The Education Reform Act 1988 (c. 40) is an act of the Parliament of the United Kingdom that introduced multiple changes to the education system in England and Wales, including the introduction of Key Stages and the National Curriculum. It replaced many rules and structures that had been in place since the 'Butler' Education Act 1944.

==Provisions==
The main provisions of the Education Reform Act are as follows:

- Academic tenure was abolished for academics appointed on or after 20 November 1987.
- An element of choice was introduced, where parents could specify which school was their preferred choice.
- City Technology Colleges (CTCs) were introduced. This part of the Act allowed new more autonomous schools to be taken out of the direct financial control of local authorities. Financial control would be handed to the head teacher and governors of a school. There was also a requirement for partial private funding. There were only fifteen schools that were eventually set up. The successor to this programme was the establishment of academies.
- Controls on the use of the word 'degree' were introduced with respect to UK bodies.
- Grant-maintained schools (GMS) were introduced. Primary and secondary schools could, under this provision, remove themselves fully from their respective local education authorities and would be completely funded by central government. Secondary schools also had limited selection powers at the age of eleven.
- 'Key Stages' (KS) were introduced in schools. At each key stage a number of educational objectives were to be achieved.
- Local management of schools (LMS) was introduced. This part of the Act allowed all schools to be taken out of the direct financial control of local authorities. Financial control would be handed to the head teacher and governors of a school. For further education colleges, the greater autonomy brought in by the 1988 Act was extended by the Further and Higher Education Act 1992 to become complete independence of local authority control, as colleges were 'incorporated'.
- The National Curriculum (NC) was introduced.
- The Inner London Education Authority was abolished with effect from 1 April 1990 and its functions transferred to the inner London Boroughs.

==Commencement==

| Date of commencement | Provisions | Authority for commencement |
|---|---|---|
| 29 July 1988 | ss. 1; 2(1)(b) and (2); 3 and 4; 14 and 15 and Sch. 2; 20 to 22 and 23(1); 25; 33 to 45 and Schedule 3; 46 to 104 and Sch. 4 and 5; 105; 112 and 113; 116; 119; 137 to 151; 153 to 201 and Sch. 8 as far as relating to the Education Assets Board, Sch. 9 and 10 and para. 67 of Sch. 12; 202 to 208 and Sch 11; 212 and 213; 217; 219 so far as relating to grant-maintained schools; 221 to 225 and 227(1); 230 to 235 and Sch. 6; 236; Part I of Sch. 12, paras. 60, 81, 82 and 102 of that Sch. and s. 237(1) so far as relating to those provisions and s. 238 | s. 236(1) |
| 29 September 1988 | ss. 2(1)(a) and (3); 6, 8, 9, 10(1), 11 and 13 and Sch. 1 | s. 236(3) |
| 1 April 1990 | Part II of Sch. 12; Part I of Sch. 13 and s. 237(1) so far as relating to those provisions | ss. 236(4) and (5) |

==Use of the word 'degree'==
The Act uses a common technique in UK legislation in that it makes it illegal to offer or advertise any qualification that appears to be, or might be mistaken for, a UK degree.

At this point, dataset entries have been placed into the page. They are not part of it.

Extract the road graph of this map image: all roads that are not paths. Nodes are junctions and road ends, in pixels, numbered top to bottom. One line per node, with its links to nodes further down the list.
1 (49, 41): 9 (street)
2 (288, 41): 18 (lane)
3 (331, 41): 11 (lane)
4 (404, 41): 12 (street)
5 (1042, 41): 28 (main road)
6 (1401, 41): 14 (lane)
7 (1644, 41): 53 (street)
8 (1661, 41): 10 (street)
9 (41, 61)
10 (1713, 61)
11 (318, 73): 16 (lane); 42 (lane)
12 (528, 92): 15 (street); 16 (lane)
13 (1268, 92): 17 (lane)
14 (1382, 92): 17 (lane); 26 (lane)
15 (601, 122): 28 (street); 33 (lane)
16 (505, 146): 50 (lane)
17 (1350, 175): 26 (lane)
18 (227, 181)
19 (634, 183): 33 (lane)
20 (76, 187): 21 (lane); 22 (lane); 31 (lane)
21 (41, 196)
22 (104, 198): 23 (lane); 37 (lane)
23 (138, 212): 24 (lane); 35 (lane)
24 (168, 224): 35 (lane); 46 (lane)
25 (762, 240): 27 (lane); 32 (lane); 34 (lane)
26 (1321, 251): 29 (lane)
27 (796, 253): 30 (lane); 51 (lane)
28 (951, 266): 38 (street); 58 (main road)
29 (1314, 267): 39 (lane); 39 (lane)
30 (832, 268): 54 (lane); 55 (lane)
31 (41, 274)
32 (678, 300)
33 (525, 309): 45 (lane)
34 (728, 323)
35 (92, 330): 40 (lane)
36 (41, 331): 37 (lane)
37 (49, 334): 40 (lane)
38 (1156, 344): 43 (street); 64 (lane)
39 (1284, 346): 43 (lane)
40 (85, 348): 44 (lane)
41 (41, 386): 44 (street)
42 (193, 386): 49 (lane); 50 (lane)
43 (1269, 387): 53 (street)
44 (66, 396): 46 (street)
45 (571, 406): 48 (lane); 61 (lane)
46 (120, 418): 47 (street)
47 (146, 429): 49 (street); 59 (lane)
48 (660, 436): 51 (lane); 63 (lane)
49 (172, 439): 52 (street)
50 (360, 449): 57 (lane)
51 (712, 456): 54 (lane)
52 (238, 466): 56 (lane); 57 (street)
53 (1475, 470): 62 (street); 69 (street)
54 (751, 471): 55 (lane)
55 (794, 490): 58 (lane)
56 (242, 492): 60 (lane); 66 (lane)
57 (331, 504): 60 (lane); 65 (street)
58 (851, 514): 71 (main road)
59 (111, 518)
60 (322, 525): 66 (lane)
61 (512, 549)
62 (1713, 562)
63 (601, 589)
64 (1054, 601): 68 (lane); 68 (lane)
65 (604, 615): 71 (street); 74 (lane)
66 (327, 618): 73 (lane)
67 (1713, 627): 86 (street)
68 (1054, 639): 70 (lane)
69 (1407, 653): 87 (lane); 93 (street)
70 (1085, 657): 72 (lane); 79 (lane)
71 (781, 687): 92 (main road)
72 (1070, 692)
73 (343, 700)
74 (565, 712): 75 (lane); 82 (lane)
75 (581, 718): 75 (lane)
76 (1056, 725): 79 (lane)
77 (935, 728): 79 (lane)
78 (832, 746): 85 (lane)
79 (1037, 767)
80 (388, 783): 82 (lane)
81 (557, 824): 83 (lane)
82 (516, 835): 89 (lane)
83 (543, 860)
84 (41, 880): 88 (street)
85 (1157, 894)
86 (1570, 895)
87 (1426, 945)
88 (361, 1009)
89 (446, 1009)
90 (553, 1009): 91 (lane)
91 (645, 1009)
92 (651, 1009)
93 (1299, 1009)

This restriction is then removed in respect of qualifications from bodies on a list maintained by statutory instrument.

==Religion==
The act required "broadly Christian" acts of worship in schools. The National Muslim Education Council objected and requested that the wording to be changed to "the worship of the one supreme God".

This requirement was built upon in the School Standards and Framework Act 1998.